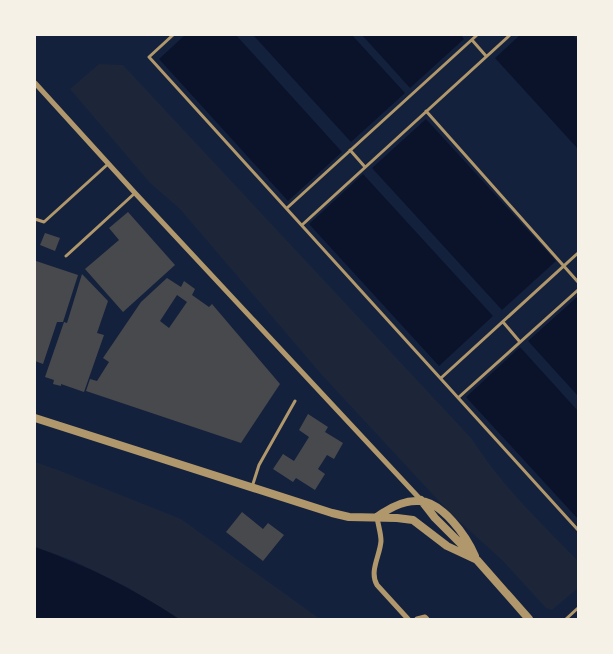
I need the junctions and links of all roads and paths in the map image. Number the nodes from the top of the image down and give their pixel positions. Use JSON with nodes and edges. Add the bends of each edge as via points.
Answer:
{"nodes":[{"id":1,"x":173,"y":35,"type":"edge"},
{"id":2,"x":477,"y":35,"type":"edge"},
{"id":3,"x":510,"y":35,"type":"edge"},
{"id":4,"x":472,"y":40,"type":"junction"},
{"id":5,"x":486,"y":56,"type":"junction"},
{"id":6,"x":35,"y":83,"type":"edge"},
{"id":7,"x":426,"y":111,"type":"junction"},
{"id":8,"x":350,"y":150,"type":"junction"},
{"id":9,"x":108,"y":164,"type":"junction"},
{"id":10,"x":365,"y":167,"type":"junction"},
{"id":11,"x":134,"y":193,"type":"junction"},
{"id":12,"x":286,"y":208,"type":"junction"},
{"id":13,"x":35,"y":219,"type":"edge"},
{"id":14,"x":302,"y":225,"type":"junction"},
{"id":15,"x":578,"y":253,"type":"edge"},
{"id":16,"x":66,"y":256,"type":"dead end"},
{"id":17,"x":564,"y":265,"type":"junction"},
{"id":18,"x":578,"y":282,"type":"edge"},
{"id":19,"x":578,"y":290,"type":"edge"},
{"id":20,"x":503,"y":322,"type":"junction"},
{"id":21,"x":520,"y":342,"type":"junction"},
{"id":22,"x":441,"y":378,"type":"junction"},
{"id":23,"x":459,"y":397,"type":"junction"},
{"id":24,"x":295,"y":401,"type":"dead end"},
{"id":25,"x":35,"y":418,"type":"edge"},
{"id":26,"x":251,"y":488,"type":"junction"},
{"id":27,"x":421,"y":500,"type":"junction"},
{"id":28,"x":377,"y":517,"type":"junction"},
{"id":29,"x":578,"y":530,"type":"edge"},
{"id":30,"x":477,"y":560,"type":"junction"},
{"id":31,"x":578,"y":608,"type":"edge"},
{"id":32,"x":408,"y":619,"type":"edge"},
{"id":33,"x":417,"y":619,"type":"edge"},
{"id":34,"x":427,"y":619,"type":"edge"},
{"id":35,"x":529,"y":619,"type":"edge"},
{"id":36,"x":566,"y":619,"type":"edge"}],
"edges":[{"from":1,"to":12,"type":"lane","via":[[149,57]]},
{"from":2,"to":4,"type":"lane"},
{"from":3,"to":5,"type":"lane"},
{"from":4,"to":5,"type":"lane"},
{"from":4,"to":8,"type":"lane"},
{"from":5,"to":7,"type":"lane"},
{"from":6,"to":9,"type":"street"},
{"from":7,"to":10,"type":"lane"},
{"from":7,"to":17,"type":"lane"},
{"from":8,"to":10,"type":"lane"},
{"from":8,"to":12,"type":"lane"},
{"from":9,"to":11,"type":"street"},
{"from":9,"to":13,"type":"lane","via":[[44,222]]},
{"from":10,"to":14,"type":"lane"},
{"from":11,"to":16,"type":"lane"},
{"from":11,"to":27,"type":"street"},
{"from":12,"to":14,"type":"lane"},
{"from":14,"to":22,"type":"lane"},
{"from":15,"to":17,"type":"lane"},
{"from":17,"to":18,"type":"lane"},
{"from":17,"to":20,"type":"lane"},
{"from":19,"to":21,"type":"lane"},
{"from":20,"to":21,"type":"lane"},
{"from":20,"to":22,"type":"lane"},
{"from":21,"to":23,"type":"lane"},
{"from":22,"to":23,"type":"lane"},
{"from":23,"to":29,"type":"lane"},
{"from":24,"to":26,"type":"lane","via":[[259,465]]},
{"from":25,"to":26,"type":"street"},
{"from":26,"to":28,"type":"street","via":[[349,517]]},
{"from":27,"to":28,"type":"street","via":[[399,505]]},
{"from":27,"to":30,"type":"street","via":[[441,510],[471,546]]},
{"from":28,"to":30,"type":"street","via":[[413,520],[447,546]]},
{"from":28,"to":32,"type":"street","via":[[381,538],[374,579]]},
{"from":30,"to":35,"type":"street"},
{"from":31,"to":36,"type":"lane"},
{"from":33,"to":34,"type":"street"}]}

★ ★ ★ ★

EXERCISE GOAL:
Please state how many lines of the material contain the word "street", giving the number alone.

OUTPUT FOR THIS TASK:
11